Rethink KashmirDevelopments of the past few weeks have not only brought the situation in Kashmir once again to boil but have kept it boiling without much respite. First, people’s expectations were unreasonably heightened about what may come to them as reconstruction package to rebuild their homes and businesses torn apart by September 2014 floods ‘once they participated in elections and chose a new responsive government’. Indeed people were rushed through the elections only on the hopes of post-flood relief and rehabilitation packages. But all these promises didn’t materialize, nor is there any hope of anything substantive coming from New Delhi to help the deluge-hit people of Kashmir any time soon. The obvious fallout of this is that people feel let-down. While much of their anger is actually directed at New Delhi for its “discriminatory” attitude, a good degree of it is also targeted at the local government. The reason being that the state government is a coalition government whose one partner happens to be the party which rules the Centre (BJP) and which was seen as the only favourable condition for regional PDP to forge an alliance with it. The hope was the BJP government at the Centre would open the strings of its purse to help rebuild Kashmir since the party was, for the first time, part of a coalition government in the state. Nothing of the sort has happened thus far. So PDP certainly is on the back-foot, for none of the hopes it had nursed about its alliance with BJP, seem bearing fruits. Instead what it has got is the anger and frustration of the general population.
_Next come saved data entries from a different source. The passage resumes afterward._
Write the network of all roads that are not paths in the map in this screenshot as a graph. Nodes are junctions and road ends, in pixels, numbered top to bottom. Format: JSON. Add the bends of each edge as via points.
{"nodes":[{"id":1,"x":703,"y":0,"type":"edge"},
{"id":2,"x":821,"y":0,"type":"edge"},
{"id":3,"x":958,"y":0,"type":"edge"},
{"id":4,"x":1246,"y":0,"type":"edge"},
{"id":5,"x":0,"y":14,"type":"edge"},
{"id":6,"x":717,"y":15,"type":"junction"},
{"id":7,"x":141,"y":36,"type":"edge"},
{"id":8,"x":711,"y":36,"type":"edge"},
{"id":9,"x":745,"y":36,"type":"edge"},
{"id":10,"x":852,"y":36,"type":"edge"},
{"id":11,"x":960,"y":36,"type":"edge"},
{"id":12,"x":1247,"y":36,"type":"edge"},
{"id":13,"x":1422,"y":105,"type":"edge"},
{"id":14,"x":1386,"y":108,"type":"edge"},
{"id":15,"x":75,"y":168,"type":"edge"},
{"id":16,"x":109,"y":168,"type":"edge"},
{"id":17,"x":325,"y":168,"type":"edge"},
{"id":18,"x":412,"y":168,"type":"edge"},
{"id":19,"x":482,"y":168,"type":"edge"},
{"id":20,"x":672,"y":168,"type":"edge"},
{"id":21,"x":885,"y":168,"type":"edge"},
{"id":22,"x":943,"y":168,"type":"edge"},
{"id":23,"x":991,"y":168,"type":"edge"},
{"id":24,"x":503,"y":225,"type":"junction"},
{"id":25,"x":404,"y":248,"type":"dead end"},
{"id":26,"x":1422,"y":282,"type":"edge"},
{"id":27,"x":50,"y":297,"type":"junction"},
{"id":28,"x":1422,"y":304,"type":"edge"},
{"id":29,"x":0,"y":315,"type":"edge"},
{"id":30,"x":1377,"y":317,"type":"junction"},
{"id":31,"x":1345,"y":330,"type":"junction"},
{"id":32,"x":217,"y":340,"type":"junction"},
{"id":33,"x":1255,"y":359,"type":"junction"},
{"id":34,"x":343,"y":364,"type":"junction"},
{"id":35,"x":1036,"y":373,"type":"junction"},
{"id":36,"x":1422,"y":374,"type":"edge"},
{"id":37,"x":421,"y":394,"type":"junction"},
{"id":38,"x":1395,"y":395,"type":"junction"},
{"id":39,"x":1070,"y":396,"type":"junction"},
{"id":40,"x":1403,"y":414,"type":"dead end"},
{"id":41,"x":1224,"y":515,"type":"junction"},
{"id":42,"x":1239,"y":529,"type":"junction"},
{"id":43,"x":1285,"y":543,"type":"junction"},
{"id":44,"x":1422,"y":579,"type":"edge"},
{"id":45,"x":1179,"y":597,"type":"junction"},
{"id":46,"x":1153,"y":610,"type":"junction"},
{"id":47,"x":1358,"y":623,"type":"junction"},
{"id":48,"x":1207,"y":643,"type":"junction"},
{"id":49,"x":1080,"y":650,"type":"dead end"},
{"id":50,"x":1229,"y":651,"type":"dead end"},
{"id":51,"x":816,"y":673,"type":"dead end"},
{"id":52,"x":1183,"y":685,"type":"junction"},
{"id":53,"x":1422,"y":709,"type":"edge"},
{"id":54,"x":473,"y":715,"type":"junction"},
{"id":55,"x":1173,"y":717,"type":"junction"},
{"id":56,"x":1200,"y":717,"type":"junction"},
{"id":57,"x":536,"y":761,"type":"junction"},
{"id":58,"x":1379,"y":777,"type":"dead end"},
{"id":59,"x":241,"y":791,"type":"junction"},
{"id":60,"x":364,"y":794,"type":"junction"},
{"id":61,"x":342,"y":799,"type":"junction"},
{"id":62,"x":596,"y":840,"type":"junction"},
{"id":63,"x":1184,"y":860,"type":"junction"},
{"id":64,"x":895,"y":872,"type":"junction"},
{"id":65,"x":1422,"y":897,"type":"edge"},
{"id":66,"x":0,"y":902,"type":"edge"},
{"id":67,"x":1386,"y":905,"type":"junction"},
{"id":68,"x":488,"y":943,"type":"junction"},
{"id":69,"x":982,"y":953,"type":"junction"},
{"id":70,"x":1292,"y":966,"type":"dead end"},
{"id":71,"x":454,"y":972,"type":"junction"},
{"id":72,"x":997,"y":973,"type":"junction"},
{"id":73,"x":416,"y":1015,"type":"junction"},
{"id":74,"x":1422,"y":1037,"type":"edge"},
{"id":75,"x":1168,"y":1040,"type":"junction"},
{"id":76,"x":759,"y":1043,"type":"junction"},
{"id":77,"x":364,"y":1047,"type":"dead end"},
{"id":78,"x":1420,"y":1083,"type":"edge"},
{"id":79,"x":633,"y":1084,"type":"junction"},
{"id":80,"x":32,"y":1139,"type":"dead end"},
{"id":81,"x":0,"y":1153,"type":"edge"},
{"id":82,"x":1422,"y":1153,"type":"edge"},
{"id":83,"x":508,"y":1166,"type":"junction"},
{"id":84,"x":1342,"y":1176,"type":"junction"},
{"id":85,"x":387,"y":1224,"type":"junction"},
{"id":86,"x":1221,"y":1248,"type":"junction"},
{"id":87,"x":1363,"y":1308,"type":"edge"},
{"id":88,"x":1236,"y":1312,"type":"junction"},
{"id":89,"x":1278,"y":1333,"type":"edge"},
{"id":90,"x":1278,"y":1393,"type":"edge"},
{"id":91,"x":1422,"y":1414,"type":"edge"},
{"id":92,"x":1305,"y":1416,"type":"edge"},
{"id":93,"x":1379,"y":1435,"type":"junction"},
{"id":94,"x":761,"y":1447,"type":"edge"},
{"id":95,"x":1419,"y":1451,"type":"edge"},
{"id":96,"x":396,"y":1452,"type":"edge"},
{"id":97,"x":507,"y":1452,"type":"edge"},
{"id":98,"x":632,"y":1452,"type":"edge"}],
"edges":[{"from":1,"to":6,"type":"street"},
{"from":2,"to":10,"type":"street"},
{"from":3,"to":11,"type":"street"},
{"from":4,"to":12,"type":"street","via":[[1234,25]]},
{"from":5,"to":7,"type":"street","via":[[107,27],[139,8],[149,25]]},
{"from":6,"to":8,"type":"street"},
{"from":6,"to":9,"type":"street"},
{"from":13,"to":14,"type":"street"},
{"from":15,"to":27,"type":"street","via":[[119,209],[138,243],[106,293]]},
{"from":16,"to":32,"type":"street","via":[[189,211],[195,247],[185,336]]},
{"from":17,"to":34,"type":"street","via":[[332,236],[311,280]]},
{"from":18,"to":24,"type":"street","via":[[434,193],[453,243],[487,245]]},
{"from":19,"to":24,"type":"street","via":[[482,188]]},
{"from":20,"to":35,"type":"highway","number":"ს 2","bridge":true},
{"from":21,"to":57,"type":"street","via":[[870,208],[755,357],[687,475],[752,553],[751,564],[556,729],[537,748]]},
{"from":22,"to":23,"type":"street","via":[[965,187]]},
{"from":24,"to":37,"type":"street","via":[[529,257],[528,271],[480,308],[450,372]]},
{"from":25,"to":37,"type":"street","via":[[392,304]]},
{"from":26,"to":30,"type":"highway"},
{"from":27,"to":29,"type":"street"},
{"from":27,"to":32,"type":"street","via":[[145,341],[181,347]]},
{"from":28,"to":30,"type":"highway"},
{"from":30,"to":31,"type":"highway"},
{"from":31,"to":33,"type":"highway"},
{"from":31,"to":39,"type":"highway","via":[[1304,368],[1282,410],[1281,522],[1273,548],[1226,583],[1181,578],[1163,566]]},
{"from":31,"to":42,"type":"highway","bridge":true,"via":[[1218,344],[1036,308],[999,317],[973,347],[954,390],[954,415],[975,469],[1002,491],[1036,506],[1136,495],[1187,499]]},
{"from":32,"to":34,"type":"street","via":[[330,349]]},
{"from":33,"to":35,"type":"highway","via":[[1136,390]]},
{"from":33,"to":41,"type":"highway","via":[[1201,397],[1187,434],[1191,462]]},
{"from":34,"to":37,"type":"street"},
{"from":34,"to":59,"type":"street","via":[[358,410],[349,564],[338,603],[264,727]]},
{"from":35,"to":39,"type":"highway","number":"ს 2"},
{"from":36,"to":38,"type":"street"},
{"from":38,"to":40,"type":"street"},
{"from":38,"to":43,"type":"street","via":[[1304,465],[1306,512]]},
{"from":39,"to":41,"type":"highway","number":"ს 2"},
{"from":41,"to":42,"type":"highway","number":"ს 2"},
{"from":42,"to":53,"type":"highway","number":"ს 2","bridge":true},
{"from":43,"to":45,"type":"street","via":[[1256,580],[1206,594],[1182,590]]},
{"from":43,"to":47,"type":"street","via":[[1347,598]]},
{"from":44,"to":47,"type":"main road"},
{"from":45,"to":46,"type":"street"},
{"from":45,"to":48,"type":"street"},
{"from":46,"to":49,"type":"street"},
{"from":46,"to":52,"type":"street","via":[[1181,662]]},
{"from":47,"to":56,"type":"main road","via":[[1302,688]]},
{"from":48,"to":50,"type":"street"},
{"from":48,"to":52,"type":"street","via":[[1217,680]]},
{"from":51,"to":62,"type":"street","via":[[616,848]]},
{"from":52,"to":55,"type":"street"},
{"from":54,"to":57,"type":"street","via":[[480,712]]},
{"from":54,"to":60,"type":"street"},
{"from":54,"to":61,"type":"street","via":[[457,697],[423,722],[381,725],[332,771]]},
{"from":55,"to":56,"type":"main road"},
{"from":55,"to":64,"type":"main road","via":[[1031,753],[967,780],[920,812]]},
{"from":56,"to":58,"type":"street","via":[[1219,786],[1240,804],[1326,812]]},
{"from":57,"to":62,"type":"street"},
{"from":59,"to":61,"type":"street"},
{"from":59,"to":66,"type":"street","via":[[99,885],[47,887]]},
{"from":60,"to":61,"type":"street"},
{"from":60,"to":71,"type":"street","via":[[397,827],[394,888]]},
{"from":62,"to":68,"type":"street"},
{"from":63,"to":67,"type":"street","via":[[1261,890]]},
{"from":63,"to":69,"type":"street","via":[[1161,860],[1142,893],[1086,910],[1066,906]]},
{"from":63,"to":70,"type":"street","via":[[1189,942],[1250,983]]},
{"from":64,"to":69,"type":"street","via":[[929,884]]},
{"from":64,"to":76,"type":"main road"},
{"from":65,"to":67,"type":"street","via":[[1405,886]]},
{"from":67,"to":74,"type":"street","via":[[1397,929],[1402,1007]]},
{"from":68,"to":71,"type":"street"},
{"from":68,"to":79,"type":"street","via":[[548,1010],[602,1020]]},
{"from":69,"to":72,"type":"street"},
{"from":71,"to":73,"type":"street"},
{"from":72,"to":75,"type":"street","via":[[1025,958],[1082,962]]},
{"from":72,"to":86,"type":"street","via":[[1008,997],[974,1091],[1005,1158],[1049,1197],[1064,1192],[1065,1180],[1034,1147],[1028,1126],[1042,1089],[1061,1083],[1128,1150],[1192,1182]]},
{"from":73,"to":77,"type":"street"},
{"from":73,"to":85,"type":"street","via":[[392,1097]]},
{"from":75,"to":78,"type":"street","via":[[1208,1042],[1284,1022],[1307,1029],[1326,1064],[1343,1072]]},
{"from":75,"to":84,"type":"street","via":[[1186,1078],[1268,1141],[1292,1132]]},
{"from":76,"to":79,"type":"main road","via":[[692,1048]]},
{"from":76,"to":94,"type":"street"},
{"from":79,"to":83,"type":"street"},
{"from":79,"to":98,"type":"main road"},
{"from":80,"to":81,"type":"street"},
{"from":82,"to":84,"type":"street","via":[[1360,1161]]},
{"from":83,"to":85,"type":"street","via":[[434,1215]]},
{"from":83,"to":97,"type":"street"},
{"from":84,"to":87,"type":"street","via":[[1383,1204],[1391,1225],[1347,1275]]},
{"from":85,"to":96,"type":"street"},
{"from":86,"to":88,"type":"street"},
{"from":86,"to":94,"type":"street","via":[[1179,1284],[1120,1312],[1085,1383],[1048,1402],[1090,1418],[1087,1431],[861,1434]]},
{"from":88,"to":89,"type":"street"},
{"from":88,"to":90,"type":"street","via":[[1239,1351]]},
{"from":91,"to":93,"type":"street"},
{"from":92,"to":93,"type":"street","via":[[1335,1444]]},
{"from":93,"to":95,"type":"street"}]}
All this anger and alienation which very frequently outpours on the roads and streets here has blown up to nothingness whatever was left of the so-called ‘CHANGE’ because New Delhi is refusing to change its mindset vis-a-vis Kashmir. The irony is that it wants the people to believe that it can bring ‘peace’ to the troubled Kashmir and that too without actually conceding anything to the people of Kashmir!

It is this arrogant complacence that is the real culprit and obviously those responsible for having made it into a state policy are equally blameworthy. The large amount of external scapegoating as well as the tailoring of otherwise ramshackle evidence in a bid to slam the blame on external elements and non-state actors within for every trouble in Kashmir is just a ploy to save face and justify repressive tactics in the state response. The political leadership at New Delhi has over the years perfected the art of being in perpetual mode of denial when it comes to the events in Kashmir. They know that whatever happens in Kashmir can be and should be slammed on “forces across the border” and they have been doing it successfully. Unfortunately, they couldn’t do this with the floods of September 2014.

While the tactic of blaming Pakistan for troubles in Kashmir works with the domesticated domestic audiences in India, which is the political constituency New Delhi actually caters to and worries about; in case of floods it did not have such a privilege. Here the responsibility of helping people lay squarely with it. For this people were told vote for ‘change’, which actually they did, but Delhi, living up to its reputation, chose to renege on its pledges and responsibilities. The immediate fallout of this line of action is that it is blind to the realities on the ground in Kashmir. With everybody singing in chorus denying the anger and frustration of the Kashmiri people, the state tactics only add to the confusion at the top, which then translates into more suffering for the people of ‘flesh and blood’ in the streets of Kashmir.

While there is an eerie calm in Kashmir, the popular anger is far from being calmed. Amid the prevailing turbulence, for which governments have no one but itself to blame, the unfortunate part is that a renewed reign of unbridled violence (including its threat) has been let loose on the people of Kashmir. Even as the governments have numerous ways and means of dealing with or containing the public anger and unrest, it seems to have made up its mind to let the situation dither. Had it not been so, then certainly the situation would have been different. Irony is that the government which itself provoked crises here instead of acknowledging its follies and failures is slamming blames on the people of Kashmir.